One day when I was in seventh grade, I was playing out in the rain when a pickup truck screeched to a halt just a few yards away. Corey Parrott jumped out of the passenger’s side.
Corey was an older kid from my school bus who regularly picked on me, but I was safe on the bus, because Corey didn’t want to get suspended from school (again). But now he had me, and there was nothing I could do to stop him.
When Corey came up to me and started pounding on me, I tried to defend myself, but I was no match for him. And when it was all over, I was lying on the ground in the rain with my hands over my head, hoping he was finished.
It wasn’t over.
Later on that year, I was on the bus, and we were a few yards away from the trailer that Jason Smith lived in. Jason was a quiet kid who wasn’t very sharp, and the other kids made fun of him sometimes. Before we got to his trailer, I jumped into his seat and began punching him over and over again. Jason was stunned, and he was too weak to fight back, so he just ran for the door of the bus when we got to his trailer.
The thing I remember most clearly about beating up Jason is how good it felt to do it. I wasn’t helpless. I was strong. I was powerful. I was just as tough as Corey Parrott.
Holding onto hurts is toxic. The memories fester inside our subconscious and, without a moment’s notice, they come hurling into our lives like vomit. Our spouses, children, friends – even strangers – are left to deal with the nasty messes we make when we explode, but we don’t really care. We enjoy the temporary feeling of catharsis that comes with hurling our angry guts again.

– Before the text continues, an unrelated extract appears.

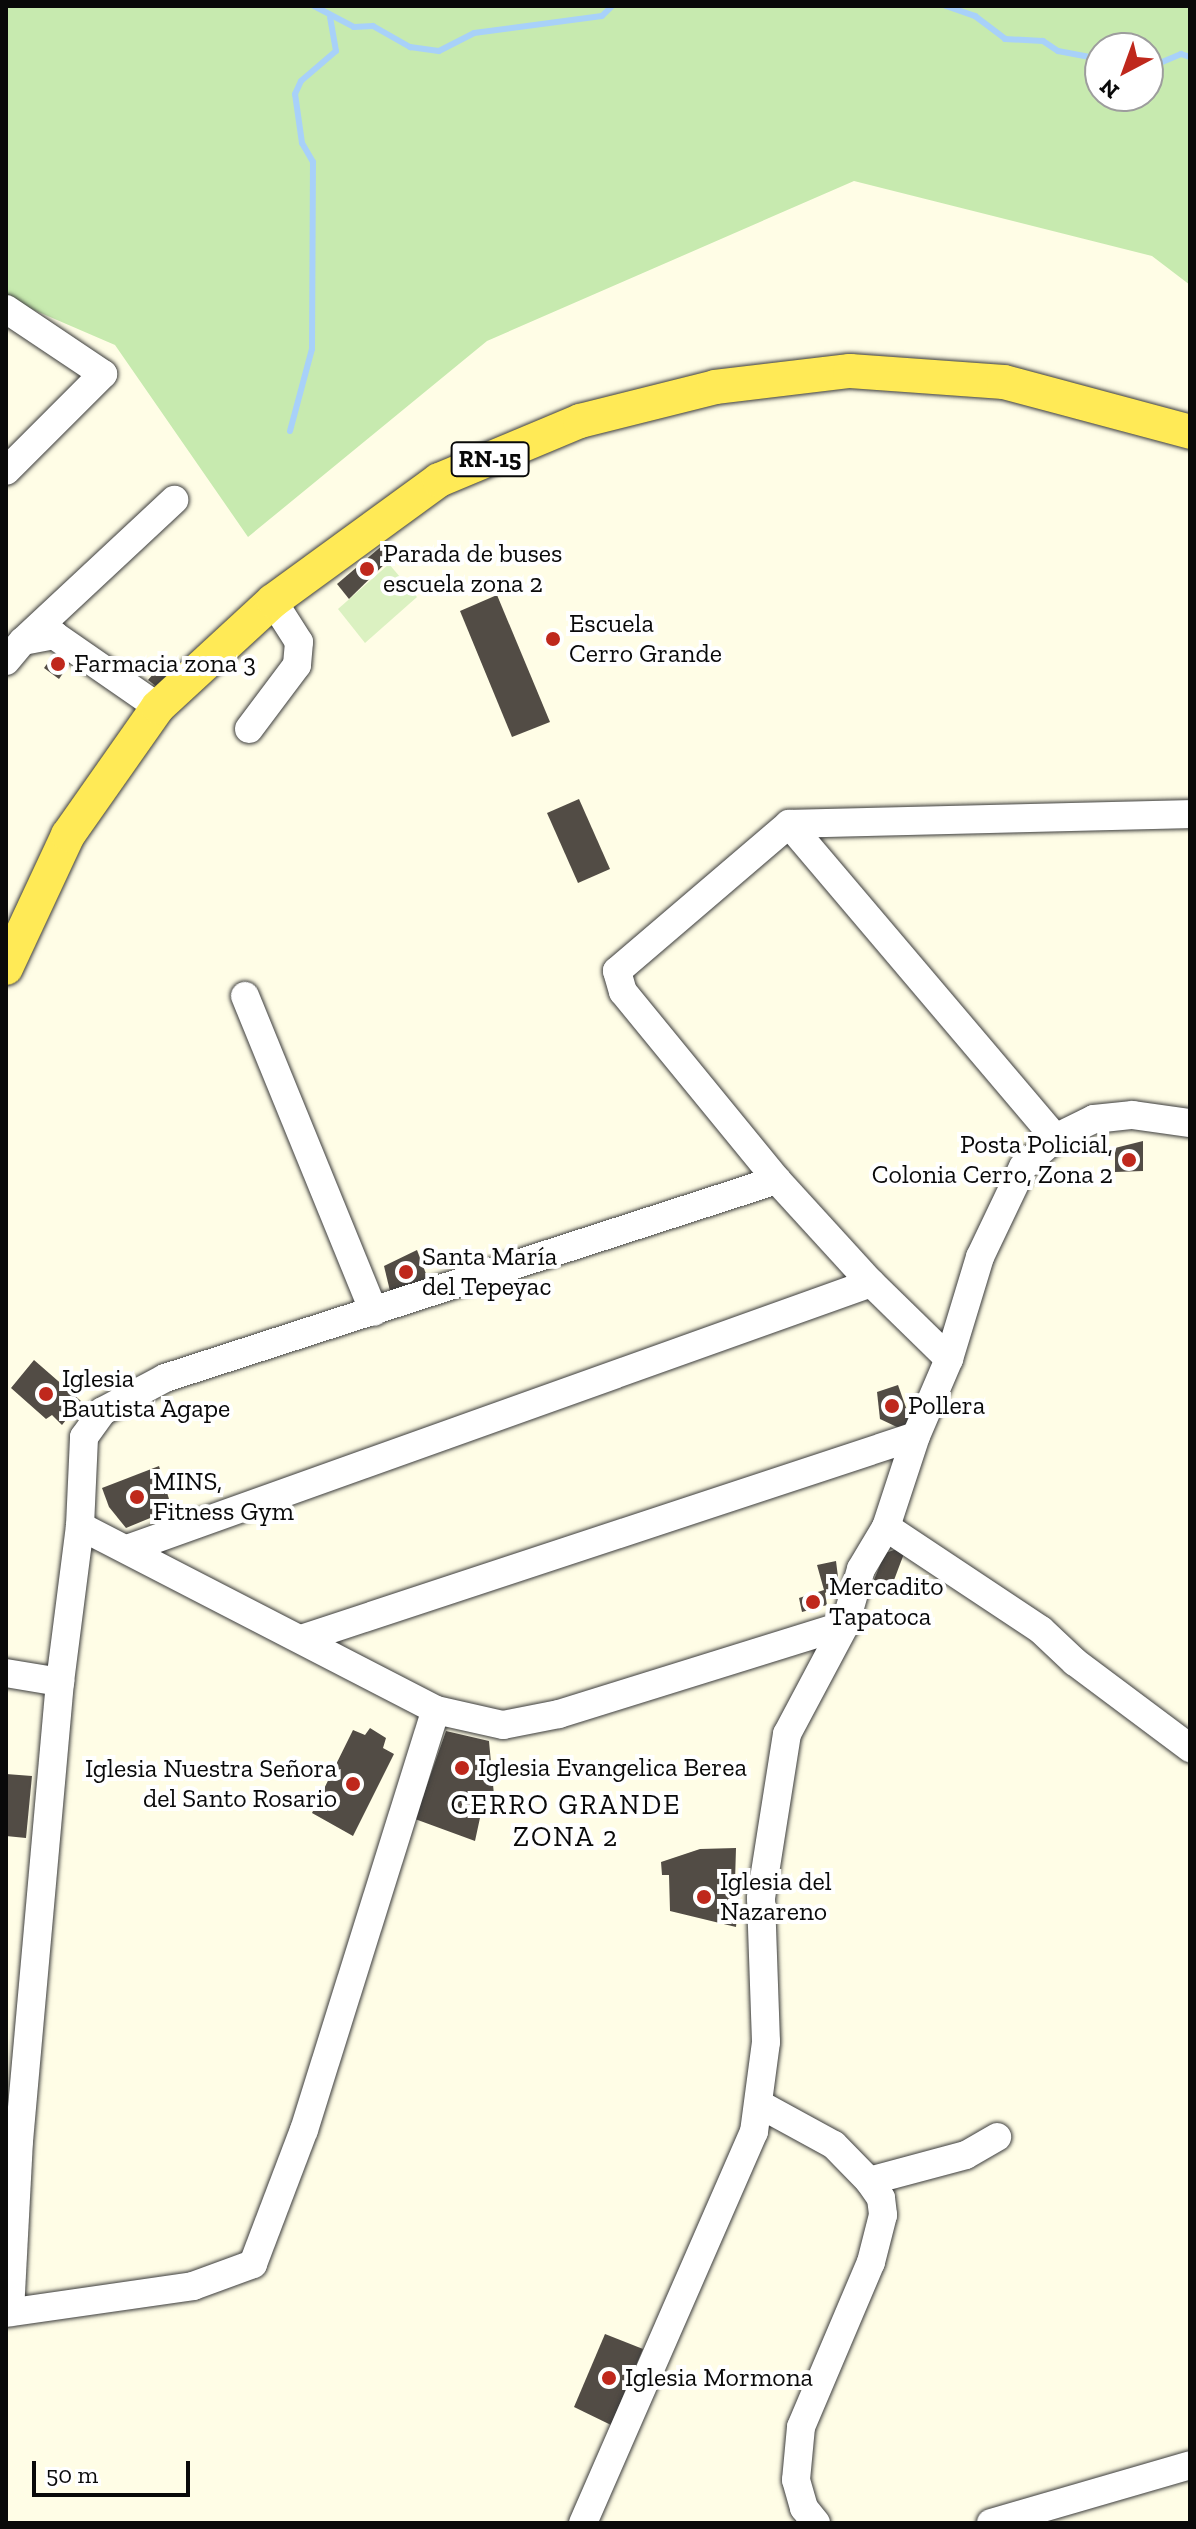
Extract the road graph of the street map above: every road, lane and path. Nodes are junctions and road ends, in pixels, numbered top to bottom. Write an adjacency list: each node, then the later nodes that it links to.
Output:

The next time you’re ticked off and want to verbally punch someone, ask yourself a question: what am I really responding to right now? If you’re honest with yourself, there’s a good chance you’re still dealing with the rage from an unresolved hurt that left you feeling helpless and victimized. After it happened, you made an unspoken promise that it would never happen to you again, and now you’re ready to enforce it.
Go back in time with Jesus and revisit those old offenses that still motivate you today. Go back to that memory, find the bully who planted those seeds of rage, and do something revolutionary: forgive him – rejoice that what Jesus did on the cross covered what he did to you.
It may take several trips back in time with Jesus before the healing is complete, but if you work through the process, you will set yourself free, and you’ll make life a lot easier for the people around you.